▶ **Exercise requirements**: The required result is each line of the entries below containing the string "that".

▶ **Exercise material**:
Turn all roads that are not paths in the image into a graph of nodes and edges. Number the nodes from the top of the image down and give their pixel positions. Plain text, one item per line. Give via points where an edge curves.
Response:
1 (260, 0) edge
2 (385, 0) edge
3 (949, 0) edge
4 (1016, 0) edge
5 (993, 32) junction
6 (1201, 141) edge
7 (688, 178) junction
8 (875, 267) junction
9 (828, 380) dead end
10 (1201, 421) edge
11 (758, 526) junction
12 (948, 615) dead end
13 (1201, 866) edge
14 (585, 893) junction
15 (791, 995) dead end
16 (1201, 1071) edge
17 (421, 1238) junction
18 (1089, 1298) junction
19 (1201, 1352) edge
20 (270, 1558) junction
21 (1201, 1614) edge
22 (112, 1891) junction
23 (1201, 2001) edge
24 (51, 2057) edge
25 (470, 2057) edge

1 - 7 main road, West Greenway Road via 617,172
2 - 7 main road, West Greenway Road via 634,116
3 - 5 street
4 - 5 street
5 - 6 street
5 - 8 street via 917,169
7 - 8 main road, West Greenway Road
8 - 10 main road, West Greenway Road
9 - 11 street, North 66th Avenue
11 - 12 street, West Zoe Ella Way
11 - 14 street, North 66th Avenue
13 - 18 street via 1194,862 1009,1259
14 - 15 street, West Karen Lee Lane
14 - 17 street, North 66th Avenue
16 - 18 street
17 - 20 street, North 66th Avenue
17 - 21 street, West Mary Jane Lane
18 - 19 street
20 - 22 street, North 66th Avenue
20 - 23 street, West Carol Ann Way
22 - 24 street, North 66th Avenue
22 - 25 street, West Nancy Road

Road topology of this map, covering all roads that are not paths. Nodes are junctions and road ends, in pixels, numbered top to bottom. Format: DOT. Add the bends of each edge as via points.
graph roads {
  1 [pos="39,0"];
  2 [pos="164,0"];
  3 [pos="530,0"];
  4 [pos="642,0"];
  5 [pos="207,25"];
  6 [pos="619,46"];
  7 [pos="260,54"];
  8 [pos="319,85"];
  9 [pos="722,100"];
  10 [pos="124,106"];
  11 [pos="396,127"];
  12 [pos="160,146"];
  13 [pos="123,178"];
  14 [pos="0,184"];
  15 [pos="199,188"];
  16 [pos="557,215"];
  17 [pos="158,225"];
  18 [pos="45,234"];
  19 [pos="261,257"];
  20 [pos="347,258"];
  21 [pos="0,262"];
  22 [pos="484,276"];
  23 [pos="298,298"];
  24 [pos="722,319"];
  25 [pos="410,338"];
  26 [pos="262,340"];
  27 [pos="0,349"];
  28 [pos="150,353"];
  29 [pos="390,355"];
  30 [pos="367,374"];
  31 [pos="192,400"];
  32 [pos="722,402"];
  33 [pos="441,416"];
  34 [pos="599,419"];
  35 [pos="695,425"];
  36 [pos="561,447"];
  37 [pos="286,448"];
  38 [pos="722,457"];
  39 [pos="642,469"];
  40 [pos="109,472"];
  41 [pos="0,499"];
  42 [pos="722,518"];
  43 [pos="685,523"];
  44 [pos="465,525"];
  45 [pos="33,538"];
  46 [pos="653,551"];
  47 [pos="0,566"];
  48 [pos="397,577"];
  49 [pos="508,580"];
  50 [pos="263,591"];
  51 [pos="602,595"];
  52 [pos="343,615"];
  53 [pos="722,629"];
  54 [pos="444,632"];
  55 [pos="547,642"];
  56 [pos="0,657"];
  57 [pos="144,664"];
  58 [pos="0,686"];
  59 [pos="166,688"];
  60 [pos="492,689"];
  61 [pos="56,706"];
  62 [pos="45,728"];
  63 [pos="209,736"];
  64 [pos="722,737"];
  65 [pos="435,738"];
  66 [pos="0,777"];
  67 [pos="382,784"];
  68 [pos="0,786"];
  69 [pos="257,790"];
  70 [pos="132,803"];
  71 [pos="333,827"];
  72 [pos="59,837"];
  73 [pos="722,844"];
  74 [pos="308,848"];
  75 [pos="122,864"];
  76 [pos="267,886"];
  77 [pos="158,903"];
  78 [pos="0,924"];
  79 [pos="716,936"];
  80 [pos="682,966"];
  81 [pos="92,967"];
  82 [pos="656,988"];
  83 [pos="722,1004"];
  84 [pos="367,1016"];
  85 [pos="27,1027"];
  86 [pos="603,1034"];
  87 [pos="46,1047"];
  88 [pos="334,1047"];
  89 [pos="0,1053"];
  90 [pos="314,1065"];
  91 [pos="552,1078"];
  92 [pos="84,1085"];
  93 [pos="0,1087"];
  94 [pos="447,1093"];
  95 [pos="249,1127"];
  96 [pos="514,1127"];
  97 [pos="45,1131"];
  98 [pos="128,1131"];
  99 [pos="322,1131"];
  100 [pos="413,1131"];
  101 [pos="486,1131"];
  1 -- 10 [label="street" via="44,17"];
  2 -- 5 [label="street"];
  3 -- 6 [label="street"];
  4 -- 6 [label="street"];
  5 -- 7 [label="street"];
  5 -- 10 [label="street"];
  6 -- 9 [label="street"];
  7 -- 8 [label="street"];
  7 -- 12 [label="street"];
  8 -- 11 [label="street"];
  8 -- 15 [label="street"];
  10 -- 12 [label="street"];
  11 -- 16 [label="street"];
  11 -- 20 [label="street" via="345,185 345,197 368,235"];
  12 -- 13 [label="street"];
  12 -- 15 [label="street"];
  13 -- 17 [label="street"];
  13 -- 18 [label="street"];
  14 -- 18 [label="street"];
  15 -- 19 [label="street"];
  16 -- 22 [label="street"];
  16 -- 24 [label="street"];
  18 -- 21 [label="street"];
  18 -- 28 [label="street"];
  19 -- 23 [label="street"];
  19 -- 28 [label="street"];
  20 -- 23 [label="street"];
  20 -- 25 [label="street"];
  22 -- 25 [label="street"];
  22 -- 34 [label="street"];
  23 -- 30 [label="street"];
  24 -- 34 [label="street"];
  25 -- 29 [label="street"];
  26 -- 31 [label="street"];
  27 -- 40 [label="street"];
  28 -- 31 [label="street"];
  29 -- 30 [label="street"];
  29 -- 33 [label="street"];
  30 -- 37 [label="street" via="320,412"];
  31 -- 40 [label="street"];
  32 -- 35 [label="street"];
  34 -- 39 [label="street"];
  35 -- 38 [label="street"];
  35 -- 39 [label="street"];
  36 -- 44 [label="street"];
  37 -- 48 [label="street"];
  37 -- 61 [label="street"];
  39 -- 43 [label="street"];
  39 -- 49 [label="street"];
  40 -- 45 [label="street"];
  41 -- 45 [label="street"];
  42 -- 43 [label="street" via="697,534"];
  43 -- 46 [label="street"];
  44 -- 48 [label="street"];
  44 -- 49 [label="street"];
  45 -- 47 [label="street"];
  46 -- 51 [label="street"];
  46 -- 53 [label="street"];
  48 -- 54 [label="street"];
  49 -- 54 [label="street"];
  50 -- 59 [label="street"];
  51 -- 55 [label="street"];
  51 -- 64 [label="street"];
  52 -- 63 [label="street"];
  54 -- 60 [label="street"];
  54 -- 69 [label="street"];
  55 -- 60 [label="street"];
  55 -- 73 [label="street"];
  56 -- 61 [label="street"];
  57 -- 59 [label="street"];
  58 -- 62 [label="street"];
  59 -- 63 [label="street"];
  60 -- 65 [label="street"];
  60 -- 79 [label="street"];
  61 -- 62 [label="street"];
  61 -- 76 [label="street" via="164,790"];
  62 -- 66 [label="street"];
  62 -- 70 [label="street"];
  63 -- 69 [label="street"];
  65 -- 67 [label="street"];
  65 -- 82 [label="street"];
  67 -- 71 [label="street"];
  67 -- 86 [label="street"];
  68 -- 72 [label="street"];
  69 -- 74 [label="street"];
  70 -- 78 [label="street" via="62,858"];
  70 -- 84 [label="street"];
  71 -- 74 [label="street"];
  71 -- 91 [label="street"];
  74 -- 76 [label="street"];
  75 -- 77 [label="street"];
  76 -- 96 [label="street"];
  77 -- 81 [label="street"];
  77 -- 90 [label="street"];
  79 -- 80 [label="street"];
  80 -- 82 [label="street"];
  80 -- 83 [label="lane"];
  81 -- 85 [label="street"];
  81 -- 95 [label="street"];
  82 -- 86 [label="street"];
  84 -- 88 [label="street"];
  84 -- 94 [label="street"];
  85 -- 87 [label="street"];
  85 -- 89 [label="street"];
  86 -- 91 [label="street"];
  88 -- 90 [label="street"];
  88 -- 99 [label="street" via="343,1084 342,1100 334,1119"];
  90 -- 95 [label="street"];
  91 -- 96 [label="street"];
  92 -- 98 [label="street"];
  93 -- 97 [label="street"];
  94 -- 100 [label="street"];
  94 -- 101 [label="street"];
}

▶ **Result**:
Turn all roads that are not paths in the image into a graph of nodes and edges. Number the nodes from the top of the image down and give their pixel positions. Plain text, one item per line. Give via points where an edge curves.
Road topology of this map, covering all roads that are not paths. Nodes are junctions and road ends, in pixels, numbered top to bottom. Format: DOT. Add the bends of each edge as via points.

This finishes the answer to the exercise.